■ Input records ■
---+---
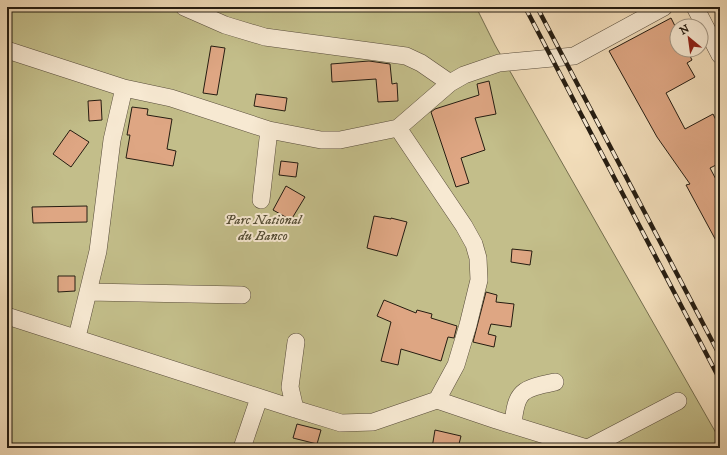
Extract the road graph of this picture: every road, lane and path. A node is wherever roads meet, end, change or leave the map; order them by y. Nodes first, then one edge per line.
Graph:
1 (184, 7) edge
2 (664, 7) edge
3 (695, 7) edge
4 (7, 50) edge
5 (720, 55) edge
6 (450, 83) junction
7 (124, 88) junction
8 (398, 128) junction
9 (269, 130) junction
10 (261, 200) dead end
11 (88, 292) junction
12 (242, 295) dead end
13 (7, 316) edge
14 (77, 337) junction
15 (296, 342) dead end
16 (555, 382) dead end
17 (259, 398) junction
18 (437, 400) junction
19 (678, 401) dead end
20 (295, 410) junction
21 (513, 425) junction
22 (242, 448) edge
23 (588, 448) edge

1 - 6 street
2 - 6 street
3 - 5 street
4 - 7 street
6 - 8 street
7 - 9 street
7 - 11 street
8 - 9 street
8 - 18 street
9 - 10 street
11 - 12 street
11 - 14 street
13 - 14 street
14 - 17 street
15 - 20 street
16 - 21 street
17 - 20 street
17 - 22 street
18 - 20 street
18 - 21 street
19 - 23 street
21 - 23 street

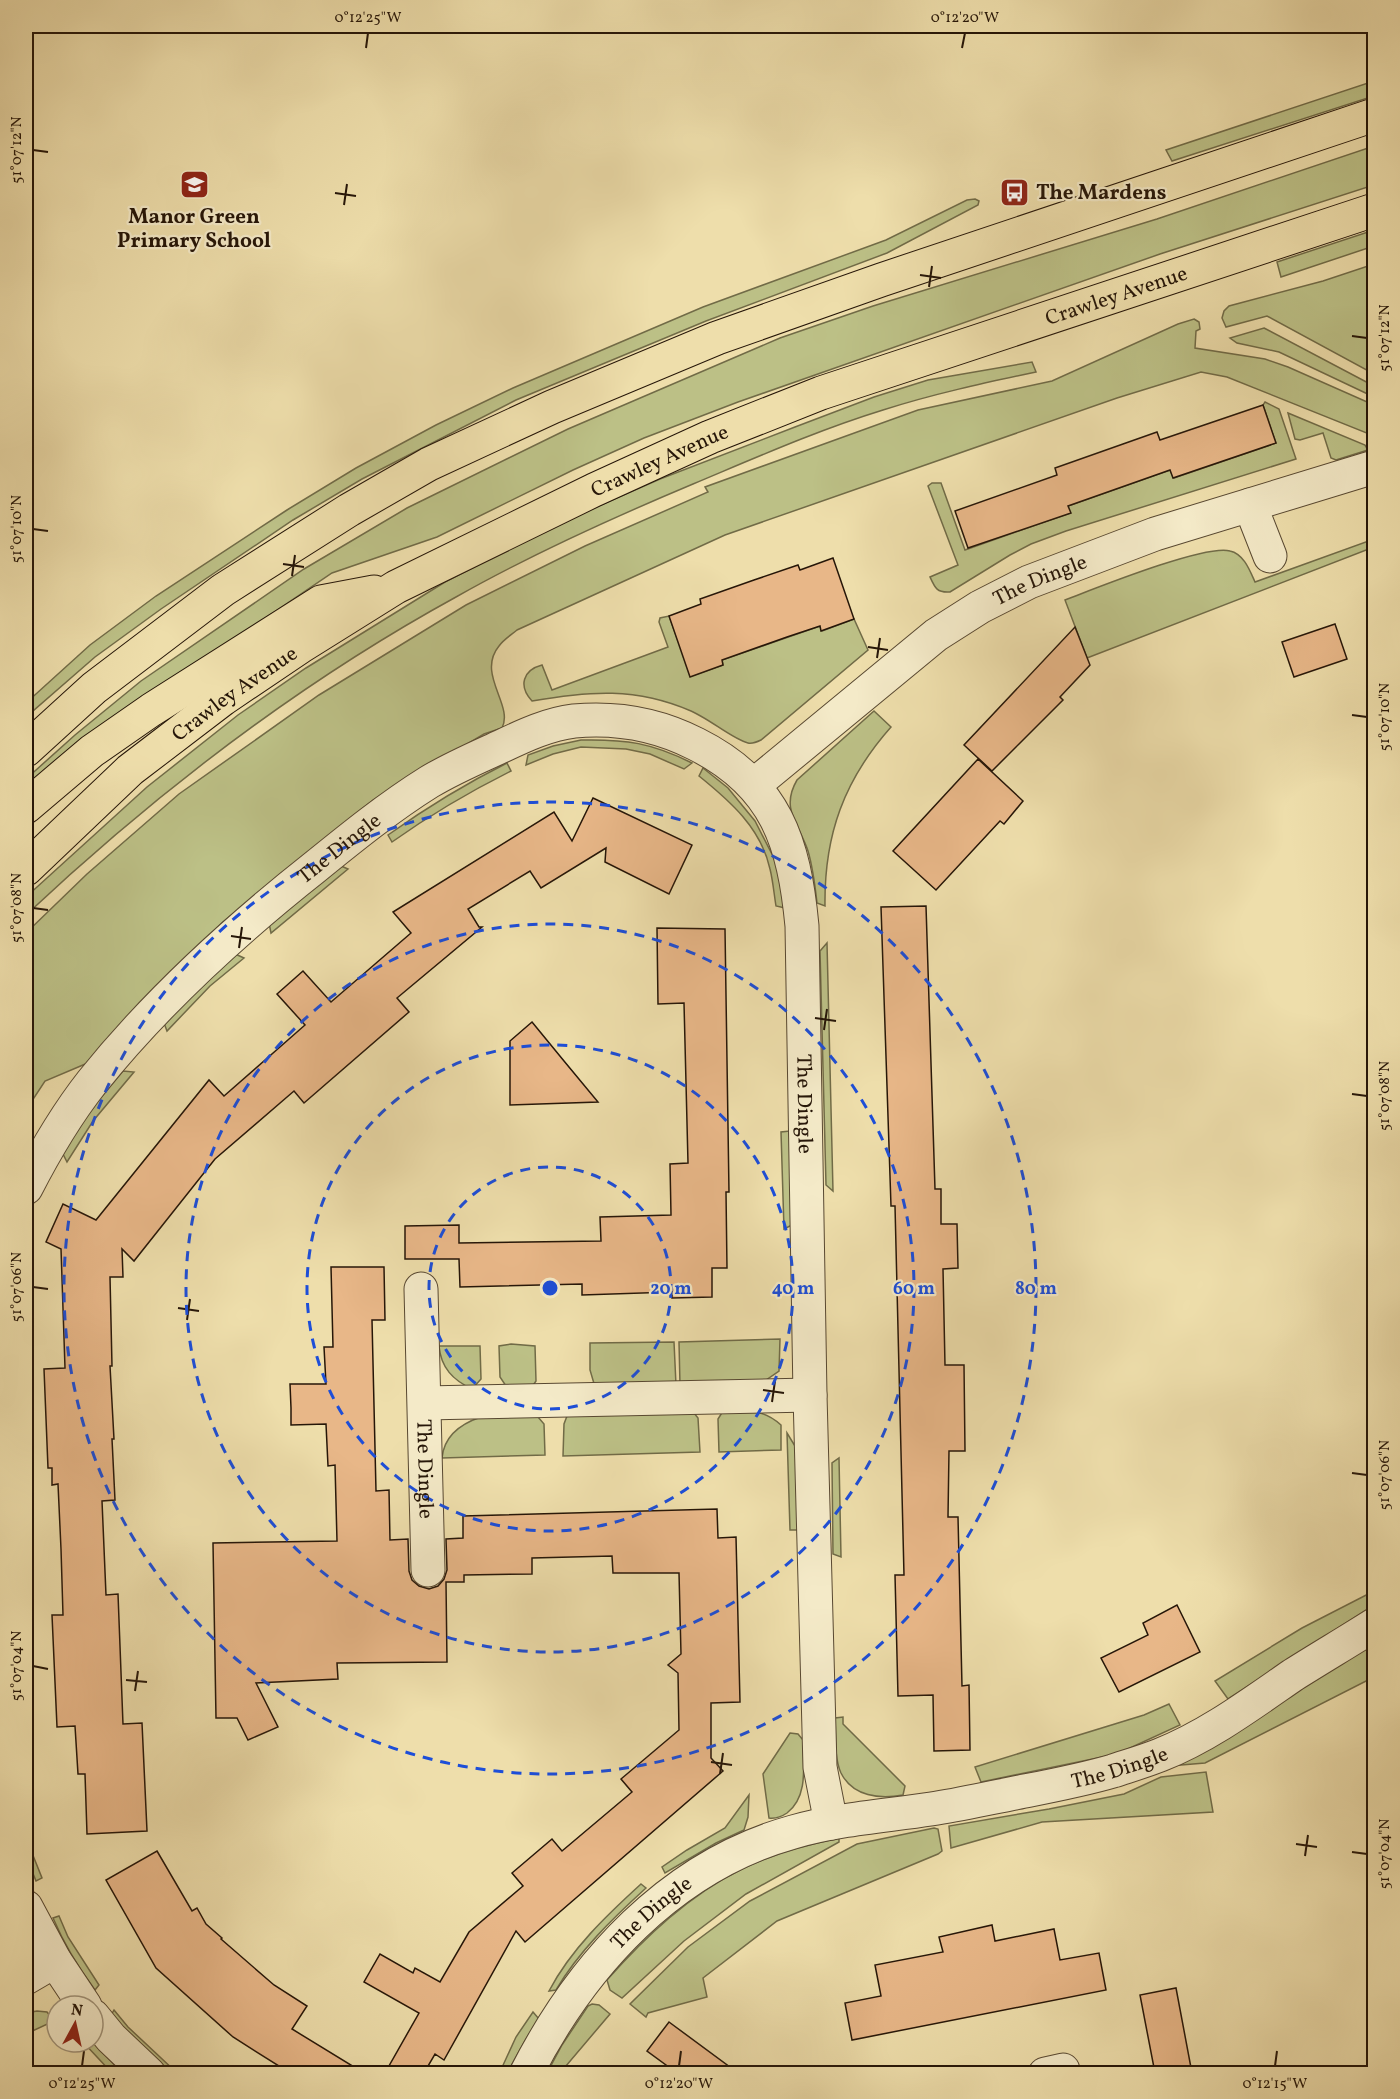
---+---
■ Task ■
Leaving every picture out, output the data exactly as it stands.

■ Finished task ■
Extract the road graph of this picture: every road, lane and path. A node is wherever roads meet, end, change or leave the map; order them by y. Nodes first, then one edge per line.
Graph:
1 (184, 7) edge
2 (664, 7) edge
3 (695, 7) edge
4 (7, 50) edge
5 (720, 55) edge
6 (450, 83) junction
7 (124, 88) junction
8 (398, 128) junction
9 (269, 130) junction
10 (261, 200) dead end
11 (88, 292) junction
12 (242, 295) dead end
13 (7, 316) edge
14 (77, 337) junction
15 (296, 342) dead end
16 (555, 382) dead end
17 (259, 398) junction
18 (437, 400) junction
19 (678, 401) dead end
20 (295, 410) junction
21 (513, 425) junction
22 (242, 448) edge
23 (588, 448) edge

1 - 6 street
2 - 6 street
3 - 5 street
4 - 7 street
6 - 8 street
7 - 9 street
7 - 11 street
8 - 9 street
8 - 18 street
9 - 10 street
11 - 12 street
11 - 14 street
13 - 14 street
14 - 17 street
15 - 20 street
16 - 21 street
17 - 20 street
17 - 22 street
18 - 20 street
18 - 21 street
19 - 23 street
21 - 23 street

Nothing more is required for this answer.